Aim of the task
Please write back every entry exactly, character for character.

Records from a data collection
------------------------------------------------

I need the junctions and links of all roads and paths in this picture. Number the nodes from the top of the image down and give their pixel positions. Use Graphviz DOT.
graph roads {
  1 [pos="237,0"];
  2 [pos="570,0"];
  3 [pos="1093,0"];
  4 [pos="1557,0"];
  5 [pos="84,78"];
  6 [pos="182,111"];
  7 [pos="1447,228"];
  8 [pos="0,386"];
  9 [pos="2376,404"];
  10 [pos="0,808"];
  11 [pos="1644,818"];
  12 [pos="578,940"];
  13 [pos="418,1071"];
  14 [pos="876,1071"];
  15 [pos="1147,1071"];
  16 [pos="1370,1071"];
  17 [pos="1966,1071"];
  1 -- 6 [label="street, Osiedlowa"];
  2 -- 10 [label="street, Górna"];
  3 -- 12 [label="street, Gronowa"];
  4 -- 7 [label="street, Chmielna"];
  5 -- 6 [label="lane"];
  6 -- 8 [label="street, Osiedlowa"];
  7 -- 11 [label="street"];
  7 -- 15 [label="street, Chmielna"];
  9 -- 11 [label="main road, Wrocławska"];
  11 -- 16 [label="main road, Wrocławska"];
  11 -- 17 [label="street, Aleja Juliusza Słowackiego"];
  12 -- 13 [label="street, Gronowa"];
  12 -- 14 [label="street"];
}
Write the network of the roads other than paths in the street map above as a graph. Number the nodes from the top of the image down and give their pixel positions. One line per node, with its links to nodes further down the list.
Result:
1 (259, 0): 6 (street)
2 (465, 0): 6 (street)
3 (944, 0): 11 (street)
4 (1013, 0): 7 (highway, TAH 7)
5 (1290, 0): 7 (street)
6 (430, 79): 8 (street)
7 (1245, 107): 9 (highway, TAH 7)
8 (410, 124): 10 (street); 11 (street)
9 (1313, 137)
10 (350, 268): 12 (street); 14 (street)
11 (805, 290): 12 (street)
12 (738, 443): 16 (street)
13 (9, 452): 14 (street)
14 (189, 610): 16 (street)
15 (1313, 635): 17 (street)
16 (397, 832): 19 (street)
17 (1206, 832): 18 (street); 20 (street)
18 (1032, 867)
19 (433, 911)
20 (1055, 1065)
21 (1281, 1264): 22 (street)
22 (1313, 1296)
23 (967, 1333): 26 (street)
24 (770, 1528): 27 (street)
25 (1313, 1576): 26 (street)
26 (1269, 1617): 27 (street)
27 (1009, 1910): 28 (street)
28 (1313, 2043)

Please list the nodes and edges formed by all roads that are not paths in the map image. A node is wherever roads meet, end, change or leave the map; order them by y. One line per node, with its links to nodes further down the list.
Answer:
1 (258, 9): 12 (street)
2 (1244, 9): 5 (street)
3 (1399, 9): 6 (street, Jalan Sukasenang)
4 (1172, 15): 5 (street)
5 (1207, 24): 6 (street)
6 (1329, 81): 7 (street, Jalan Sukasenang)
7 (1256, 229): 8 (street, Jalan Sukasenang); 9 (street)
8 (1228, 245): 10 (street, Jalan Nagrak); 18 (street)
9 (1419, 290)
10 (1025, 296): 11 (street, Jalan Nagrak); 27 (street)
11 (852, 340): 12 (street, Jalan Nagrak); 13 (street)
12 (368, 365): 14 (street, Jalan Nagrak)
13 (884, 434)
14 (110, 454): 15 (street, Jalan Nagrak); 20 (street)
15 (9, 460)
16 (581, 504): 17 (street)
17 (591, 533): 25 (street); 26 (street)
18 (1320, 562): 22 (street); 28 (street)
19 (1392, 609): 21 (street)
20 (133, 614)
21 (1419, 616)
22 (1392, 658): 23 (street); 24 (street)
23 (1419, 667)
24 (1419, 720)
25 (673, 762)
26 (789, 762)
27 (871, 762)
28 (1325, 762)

------------------------------------------------

Exercise result
I need the junctions and links of all roads and paths in this picture. Number the nodes from the top of the image down and give their pixel positions. Use Graphviz DOT.
graph roads {
  1 [pos="237,0"];
  2 [pos="570,0"];
  3 [pos="1093,0"];
  4 [pos="1557,0"];
  5 [pos="84,78"];
  6 [pos="182,111"];
  7 [pos="1447,228"];
  8 [pos="0,386"];
  9 [pos="2376,404"];
  10 [pos="0,808"];
  11 [pos="1644,818"];
  12 [pos="578,940"];
  13 [pos="418,1071"];
  14 [pos="876,1071"];
  15 [pos="1147,1071"];
  16 [pos="1370,1071"];
  17 [pos="1966,1071"];
  1 -- 6 [label="street, Osiedlowa"];
  2 -- 10 [label="street, Górna"];
  3 -- 12 [label="street, Gronowa"];
  4 -- 7 [label="street, Chmielna"];
  5 -- 6 [label="lane"];
  6 -- 8 [label="street, Osiedlowa"];
  7 -- 11 [label="street"];
  7 -- 15 [label="street, Chmielna"];
  9 -- 11 [label="main road, Wrocławska"];
  11 -- 16 [label="main road, Wrocławska"];
  11 -- 17 [label="street, Aleja Juliusza Słowackiego"];
  12 -- 13 [label="street, Gronowa"];
  12 -- 14 [label="street"];
}
Write the network of the roads other than paths in the street map above as a graph. Number the nodes from the top of the image down and give their pixel positions. One line per node, with its links to nodes further down the list.
Result:
1 (259, 0): 6 (street)
2 (465, 0): 6 (street)
3 (944, 0): 11 (street)
4 (1013, 0): 7 (highway, TAH 7)
5 (1290, 0): 7 (street)
6 (430, 79): 8 (street)
7 (1245, 107): 9 (highway, TAH 7)
8 (410, 124): 10 (street); 11 (street)
9 (1313, 137)
10 (350, 268): 12 (street); 14 (street)
11 (805, 290): 12 (street)
12 (738, 443): 16 (street)
13 (9, 452): 14 (street)
14 (189, 610): 16 (street)
15 (1313, 635): 17 (street)
16 (397, 832): 19 (street)
17 (1206, 832): 18 (street); 20 (street)
18 (1032, 867)
19 (433, 911)
20 (1055, 1065)
21 (1281, 1264): 22 (street)
22 (1313, 1296)
23 (967, 1333): 26 (street)
24 (770, 1528): 27 (street)
25 (1313, 1576): 26 (street)
26 (1269, 1617): 27 (street)
27 (1009, 1910): 28 (street)
28 (1313, 2043)

Please list the nodes and edges formed by all roads that are not paths in the map image. A node is wherever roads meet, end, change or leave the map; order them by y. One line per node, with its links to nodes further down the list.
Answer:
1 (258, 9): 12 (street)
2 (1244, 9): 5 (street)
3 (1399, 9): 6 (street, Jalan Sukasenang)
4 (1172, 15): 5 (street)
5 (1207, 24): 6 (street)
6 (1329, 81): 7 (street, Jalan Sukasenang)
7 (1256, 229): 8 (street, Jalan Sukasenang); 9 (street)
8 (1228, 245): 10 (street, Jalan Nagrak); 18 (street)
9 (1419, 290)
10 (1025, 296): 11 (street, Jalan Nagrak); 27 (street)
11 (852, 340): 12 (street, Jalan Nagrak); 13 (street)
12 (368, 365): 14 (street, Jalan Nagrak)
13 (884, 434)
14 (110, 454): 15 (street, Jalan Nagrak); 20 (street)
15 (9, 460)
16 (581, 504): 17 (street)
17 (591, 533): 25 (street); 26 (street)
18 (1320, 562): 22 (street); 28 (street)
19 (1392, 609): 21 (street)
20 (133, 614)
21 (1419, 616)
22 (1392, 658): 23 (street); 24 (street)
23 (1419, 667)
24 (1419, 720)
25 (673, 762)
26 (789, 762)
27 (871, 762)
28 (1325, 762)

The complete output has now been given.